Curious fans would camp for days in his front yard hoping for an audience, but the painter never opened his door, nor poked his head out the window, nor accepted visitors into his dark home. Some stayed for weeks, knocking on his door ceaselessly, but to no avail. The old painter would no longer share himself, nor his paintings, with the world.
Which was why Paul was so surprised when it happened. Late at night, all alone and curled up in a sleeping bag on the edge of the painter’s front yard, the young art student heard the sound of a door unlocking. Glancing towards the porch of the painter’s house, Paul saw a shape emerging. It gestured at him. Heart racing and unsure what to do, Paul rose from his sleeping bag. The shape gestured again. He gingerly made his way across the yard and up the steps, then followed the shape into the house.
The house was dark. A lone candle lit the porch into which they’d entered, and Paul recognized the shape he’d been following as that of the old master. The man no longer had the strong carriage or clear skin of the photos Paul had studied in art school text books and guides, but was stooped and arthritic. In his hand he held a brush, and he signaled for Paul to follow him into an adjacent room.

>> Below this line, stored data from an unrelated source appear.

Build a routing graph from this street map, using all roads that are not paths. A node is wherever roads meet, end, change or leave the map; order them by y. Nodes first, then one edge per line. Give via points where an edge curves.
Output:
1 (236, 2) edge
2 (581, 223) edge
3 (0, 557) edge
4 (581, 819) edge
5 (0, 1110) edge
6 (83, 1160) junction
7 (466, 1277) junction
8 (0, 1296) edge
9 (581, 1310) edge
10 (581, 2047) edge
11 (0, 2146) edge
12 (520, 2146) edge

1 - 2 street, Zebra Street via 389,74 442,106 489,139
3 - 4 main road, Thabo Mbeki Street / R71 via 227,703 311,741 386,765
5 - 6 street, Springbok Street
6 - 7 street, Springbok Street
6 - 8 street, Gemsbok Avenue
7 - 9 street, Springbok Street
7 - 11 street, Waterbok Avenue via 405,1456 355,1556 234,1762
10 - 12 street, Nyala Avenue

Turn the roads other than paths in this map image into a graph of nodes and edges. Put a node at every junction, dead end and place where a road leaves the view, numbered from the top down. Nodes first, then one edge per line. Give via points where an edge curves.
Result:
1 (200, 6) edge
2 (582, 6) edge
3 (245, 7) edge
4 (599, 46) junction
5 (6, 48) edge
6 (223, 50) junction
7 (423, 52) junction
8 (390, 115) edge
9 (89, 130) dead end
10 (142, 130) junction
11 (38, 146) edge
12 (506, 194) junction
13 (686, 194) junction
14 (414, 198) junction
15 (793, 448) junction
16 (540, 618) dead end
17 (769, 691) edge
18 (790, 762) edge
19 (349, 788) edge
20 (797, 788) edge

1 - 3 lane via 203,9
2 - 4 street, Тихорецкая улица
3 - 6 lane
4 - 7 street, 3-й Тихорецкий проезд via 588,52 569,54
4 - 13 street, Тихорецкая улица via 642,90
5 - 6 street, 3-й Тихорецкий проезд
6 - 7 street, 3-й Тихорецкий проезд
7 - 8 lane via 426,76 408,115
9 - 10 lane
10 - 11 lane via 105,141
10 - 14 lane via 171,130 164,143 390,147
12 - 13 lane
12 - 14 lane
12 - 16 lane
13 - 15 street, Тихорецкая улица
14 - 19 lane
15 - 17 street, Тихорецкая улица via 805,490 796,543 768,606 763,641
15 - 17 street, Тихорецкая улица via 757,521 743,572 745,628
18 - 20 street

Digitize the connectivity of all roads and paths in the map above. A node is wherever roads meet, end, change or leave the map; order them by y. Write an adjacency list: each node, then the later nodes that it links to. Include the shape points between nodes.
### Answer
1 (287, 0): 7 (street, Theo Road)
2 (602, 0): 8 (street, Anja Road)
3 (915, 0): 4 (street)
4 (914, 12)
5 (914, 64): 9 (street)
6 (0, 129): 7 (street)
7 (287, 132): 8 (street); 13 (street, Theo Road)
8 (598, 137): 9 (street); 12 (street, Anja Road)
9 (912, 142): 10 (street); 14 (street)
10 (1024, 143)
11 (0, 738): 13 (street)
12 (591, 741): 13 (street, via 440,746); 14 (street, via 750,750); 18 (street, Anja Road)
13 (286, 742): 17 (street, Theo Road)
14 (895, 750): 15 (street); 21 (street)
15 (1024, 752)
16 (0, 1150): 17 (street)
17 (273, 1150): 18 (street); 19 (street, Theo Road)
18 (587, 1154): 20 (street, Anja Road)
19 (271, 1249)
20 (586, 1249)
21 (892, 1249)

“Sit sit, please,” said the painter, pointing at a stool. Not sure what to say, Paul sat down. The painter scuttled over to the other side of the room. “Now, young man, let me paint you,” he said, licking his lips.
“You want to paint me?”
The artist, rooting in a box next to his easel for brushes, didn’t hear Paul’s question. He pulled out an assortment of brushes and paints, and placed these on a table next to him.
“You see, I haven’t painted a soul in twenty five years. Tonight I feel this tremendous urge to paint someone again, an urge I can’t resist. Yes, hold that pose.”
He propped a canvas on his easel and started to paint. His eyes widened, a bright smile lit his face. After several minutes Paul started to feel weak.
“Don’t move young man, don’t move,” the artist warned, noticing Paul falter.
“But I’m feeling strange.”
“Yes that always happens,” said the artist absently-mindedly, focusing on his palette. As the sitting continued, Paul felt fainter, and though he couldn’t quite put a finger on things, it seemed as if a part of him was leaving. His face grew white, his eyes swam.
“What are you doing to me?” he suddenly gasped, unable to hold back. The artist stopped, and looked Paul straight in the eye.
“What I’ve always done when I paint someone, young man. I’m taking your soul.” His smile was sad. “Why do you think everyone loved my art so much, all those years ago? What riveted them? What captured their attention? What set my work apart from the others? I put real life into my paintings. Real, genuine life.”
The artist turned the unfinished canvas towards Paul. The beginnings of a young man stared back at him. Paul saw it was himself, vibrant and fresh. “This is you, young man. The part of you that I’ve taken up till now.” The artist returned the canvas to the easel and continued to paint. Paul was too weak to stop him.
“I crave to paint. I need it. And the world craved my paintings. It was such a small price to pay at the time, the few people here and there that I painted. Eventually I grew sick of it all, it tortured my conscience. I retreated to this house here and stopped painting. But I need one more. Just one more painting.” The old painter stopped suddenly. “Water, water for my brush.” He scuttled out the room.
Paul made a fist, then slowly unclenched it. Next he rose his elbow from its place on his lap, and rotated his shoulder. He felt his strength start to return to his joints. Off in the distance he heard a water tap being turned on. Paul stepped off the stool and fell to the floor. Mustering all his energy he slowly crawled towards the easel, pulled himself up, and grabbed the canvas. Paul saw his painted face up close, and it made him gasp. It seemed to glow with an ethereal energy, leaping off the page at him.
“What are you doing!” screamed the painter. He stood at the doorway, aghast. Paul, drawing some sort of strength from the canvas, managed to stand himself up, the unfinished painting pulled tight to his breast.
“I’m leaving old man,” he said, and staggered out the door.
The old painter watched from the window as the young man stumbled into the yard and down the dark street. His hands rose to his face in sorrow, and a tear fell on to the sill. Later, the painter turned back to his easel where he balanced a fresh canvas. From under his coat he took out a mirror. The old man looked intently at the mirror, then painted the first line on the canvas. A wisp of spirit left him, and he gasped. He painted another line, and another, his breathing growing more troubled. The old man painted till there was nothing left to paint.